EL SONIDO Y LA FURIA
MARTÍN CASILLAS DE ALBA
Por ejemplo, la Ciudad de México de los 40’s.
Ciudad de México, sábado 2 de octubre, 2021. – En 1918, una vez que había terminado la Primera Guerra Mundial, todo había cambiado: la literatura anunció con bombo y platillos estos cambios radicales como sucedió con Ulises de James Joyce y con Proust En busca del tiempo perdido o La Tierra baldía, el poema de T.S. Eliot, así como, las Elegías de Duino de Rilke, entre otras. Todo había cambiado, tal como nos damos cuenta cuando la voz del narrador en la obra de Proust asiste, después de la Guerra, a una fiesta con los Guermantes y se queda impresionado: no reconocía a los que estaban, incluida a su querida Gilberta, a quien veía sin saber quién era.
Las artes plásticas y la moda. No se quedaron atrás y el cubismo de Pablo Picasso sorprendió a medio mundo, al tiempo que la moda había cambiado de tal manera que nunca más las mujeres se vestirían como en el XIX, pues ya se habían integrado a la fuerza de trabajo y a la vida pública, logrando que su voto se tomara en cuenta.
La música. Stravinsky estrenó El pájaro de fuego y luego La consagración de la primavera sin que importara la hubieran abucheado en París durante su estreno, antes de convertirse en el paradigma de la música moderna.
El teatro. Apenas se gestaba el teatro del absurdo, donde el público no podrá creer lo que vería y escucharía. La mata seguía dando y las artes escénicas no volvieron a ser como eran.
Nuestro tiempo.
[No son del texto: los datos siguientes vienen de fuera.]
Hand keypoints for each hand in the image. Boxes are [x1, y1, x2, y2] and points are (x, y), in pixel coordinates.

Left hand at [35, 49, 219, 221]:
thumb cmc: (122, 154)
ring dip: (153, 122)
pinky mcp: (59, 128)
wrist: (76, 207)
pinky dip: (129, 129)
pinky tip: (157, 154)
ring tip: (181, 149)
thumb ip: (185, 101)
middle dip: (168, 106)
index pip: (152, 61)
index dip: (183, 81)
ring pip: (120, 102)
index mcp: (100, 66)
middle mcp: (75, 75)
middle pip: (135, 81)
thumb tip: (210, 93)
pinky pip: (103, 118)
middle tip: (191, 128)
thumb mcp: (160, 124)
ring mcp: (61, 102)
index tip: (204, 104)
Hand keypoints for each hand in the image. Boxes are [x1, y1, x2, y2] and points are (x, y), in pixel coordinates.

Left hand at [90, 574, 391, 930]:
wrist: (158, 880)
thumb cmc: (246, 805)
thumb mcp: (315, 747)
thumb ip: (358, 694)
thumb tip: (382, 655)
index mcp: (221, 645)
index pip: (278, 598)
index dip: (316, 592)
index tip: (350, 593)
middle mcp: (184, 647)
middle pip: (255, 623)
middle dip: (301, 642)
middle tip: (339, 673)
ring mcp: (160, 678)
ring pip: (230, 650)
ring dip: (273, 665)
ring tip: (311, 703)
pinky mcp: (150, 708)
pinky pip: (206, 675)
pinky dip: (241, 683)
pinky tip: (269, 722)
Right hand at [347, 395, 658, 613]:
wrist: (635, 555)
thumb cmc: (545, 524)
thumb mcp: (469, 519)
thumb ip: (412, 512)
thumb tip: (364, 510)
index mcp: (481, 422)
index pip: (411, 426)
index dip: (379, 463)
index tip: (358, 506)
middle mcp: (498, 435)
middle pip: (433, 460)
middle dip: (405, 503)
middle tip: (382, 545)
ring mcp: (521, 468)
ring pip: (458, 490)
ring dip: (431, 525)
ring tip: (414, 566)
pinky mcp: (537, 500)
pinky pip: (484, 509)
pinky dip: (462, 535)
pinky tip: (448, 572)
Me pregunto si no estamos viviendo algo parecido con esta pandemia que ha matado a casi cinco millones de personas en el mundo, cambiado los hábitos y las costumbres con tantas cosas que se quedarán, como las relaciones virtuales en la vida diaria, la educación y el trabajo.
La educación en la pandemia. “Según el grado es la pedrada”: los niños van un día sí y otro no; los universitarios, toman una parte mínima presencial y el resto en línea; los maestros preparan sus clases para ofrecerlas lo mejor que pueden a través de algunas plataformas digitales en donde tratan de sustituir esa presencia en el salón de clases donde lograban transmitir su pasión.
El desahogo. Digo todo esto para desahogarme y tomar conciencia, para imaginar dónde estamos parados en medio del torbellino de este verano pasado, tan sofocado (no tanto aquí, como en otras partes del mundo) con un clima enloquecido y un temporal que ha logrado inundar pueblos enteros y otros que han desaparecido al desgajarse los cerros.
Los volcanes. Para colmo, con las erupciones del volcán de La Palma en las Canarias, sus habitantes se han vueltos locos viendo cómo se destruyen sus casas, como el Vesubio a Pompeya en el año 79, cuando los dejó petrificados en posición fetal.
Tal como sucedió con el Xitle, el volcancito cerca de la Ciudad de México que apenas se reconoce, pero que, en la prehistoria, cubrió de lava a Cuicuilco (y el ahora Pedregal de San Ángel), ese gran centro ceremonial que tuvieron que abandonar para refugiarse en Teotihuacán donde construyeron la ciudad de los dioses.
El Popocatépetl, nevado algunos días en el invierno, majestuoso al Oriente, juga con sus fumarolas y, por fortuna, sin hacer erupción que, en dado caso, ahogaría a los pueblos cercanos.
La nostalgia. “En el transcurso de mi vida, la realidad me decepcionó muchas veces porque, en el momento de percibirla, mi imaginación, que era mi único órgano para gozar de la belleza, no podía aplicarse a ella, en virtud de esa ley inevitable que dispone que sólo se puede imaginar lo que está ausente”, escribió Proust al final de su obra. Le damos la razón, pues sólo podemos imaginar lo que ya no está, lo que ya no es, pero que un día fue y nos impactó de alguna manera, tratando de evitar que se instale la señora Nostalgia que dificulta tanto el disfrute del aquí y el ahora, así como, las delicias del otoño.